Can I study at a university or technical college?
Legally, access to university is neither dependent upon citizenship nor limited to specific nationalities. Prospective students from different countries can find specific information and useful tips for the application process at uni-assist
If you come from a non-EU country to study in Germany, you need a residence permit for the purpose of studying. The requirements and which documents you require for this are listed at berlin.de. The database Anabin also offers information on the assessment of foreign university degrees.
Recognised refugees are treated in the same way as international study applicants. A study course can be started even with a permission to remain or permission to remain until deported. Many universities work in cooperation with uni-assist e.V., which has set up a special website with information for refugees. Furthermore, on an information sheet the senate department for education, youth and families provides information for refugees who wish to study.
How can I find a study place?
When looking for a study place, you can use the higher education navigator from the higher education compass. A list of study advice services for all Berlin higher education institutions is compiled in the information sheet from the senate department for education, youth and families.
How can I finance my studies?
To finance your studies you can apply for a grant. Grants are awarded including by the scholarship scheme of the German federal government and by charitable foundations. Information about the funding options from DAAD (the German academic exchange service) for foreign students, graduates, post-doctoral students and higher education professors as well as provisions from selected other funding organisations are listed on the website of DAAD
Under certain conditions, you can apply for the BAföG grant. However, it must be noted that not every foreign person is entitled to the BAföG grant and that it is not granted on the basis of the same criteria as for domestic applicants. Further information is available to read under pupil BAföG grant, as the groups of people to whom funding is awarded are the same.
It must be noted that a theoretical entitlement to the BAföG grant almost always excludes the people concerned from SGB II. Here too, you should use an advice service if necessary.
If the residence permit has been issued specifically for studying (§ 16 AufenthG (German residence act)), then there is generally no entitlement to the BAföG grant, as the visa is issued only if your cost of living is guaranteed from other means (or e.g. those of your parents).
If you wish to work alongside your studies, then you should note two things: student temporary employees are attractive to many companies, as lower social security contributions are paid for them. However, this applies only for so-called “student secondary employment”. For this, you may work only a maximum of 20 hours per week or only in the term holidays. If you work more, then you are no longer considered to be a student but rather an employee. Then you must pay normal social security contributions, which may be a reason for some employers no longer to employ you.

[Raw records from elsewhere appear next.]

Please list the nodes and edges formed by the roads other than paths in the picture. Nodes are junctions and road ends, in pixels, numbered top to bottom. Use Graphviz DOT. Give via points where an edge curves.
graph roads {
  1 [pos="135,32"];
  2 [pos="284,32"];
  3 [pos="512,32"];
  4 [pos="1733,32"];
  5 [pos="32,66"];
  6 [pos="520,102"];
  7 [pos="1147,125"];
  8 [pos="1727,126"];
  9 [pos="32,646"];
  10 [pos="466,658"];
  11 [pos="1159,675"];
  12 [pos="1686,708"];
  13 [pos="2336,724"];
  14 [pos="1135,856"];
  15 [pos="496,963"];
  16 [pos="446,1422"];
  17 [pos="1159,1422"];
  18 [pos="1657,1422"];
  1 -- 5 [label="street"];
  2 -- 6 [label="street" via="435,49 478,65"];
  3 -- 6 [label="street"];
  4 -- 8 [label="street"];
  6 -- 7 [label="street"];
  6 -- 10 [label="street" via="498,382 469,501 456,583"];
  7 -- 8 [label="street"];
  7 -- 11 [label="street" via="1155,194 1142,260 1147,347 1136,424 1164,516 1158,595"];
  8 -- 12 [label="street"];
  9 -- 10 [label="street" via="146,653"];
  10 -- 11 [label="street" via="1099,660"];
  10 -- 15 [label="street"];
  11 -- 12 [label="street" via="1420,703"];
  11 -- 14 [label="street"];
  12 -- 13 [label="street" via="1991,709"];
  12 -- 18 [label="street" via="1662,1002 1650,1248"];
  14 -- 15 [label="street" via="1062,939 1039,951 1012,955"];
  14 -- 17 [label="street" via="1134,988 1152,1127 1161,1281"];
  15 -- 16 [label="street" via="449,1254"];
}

Students from non-EU countries with a residence permit specifically for studying (§ 16 AufenthG (German residence act)) must also note that a further restriction applies. Student secondary employments (i.e. max. 20 hours per week) are permitted. However, if you wish to work more (such as additionally in the term holidays), then a limit of 120 working days per year or 240 half days applies. If you wish to work even more, you must apply for the permit for this from the German federal employment agency. However, you should ensure that you do not work so much that you studies suffer as a result.
A further option to finance your studies is to take a student loan.The higher education navigator provides information about this.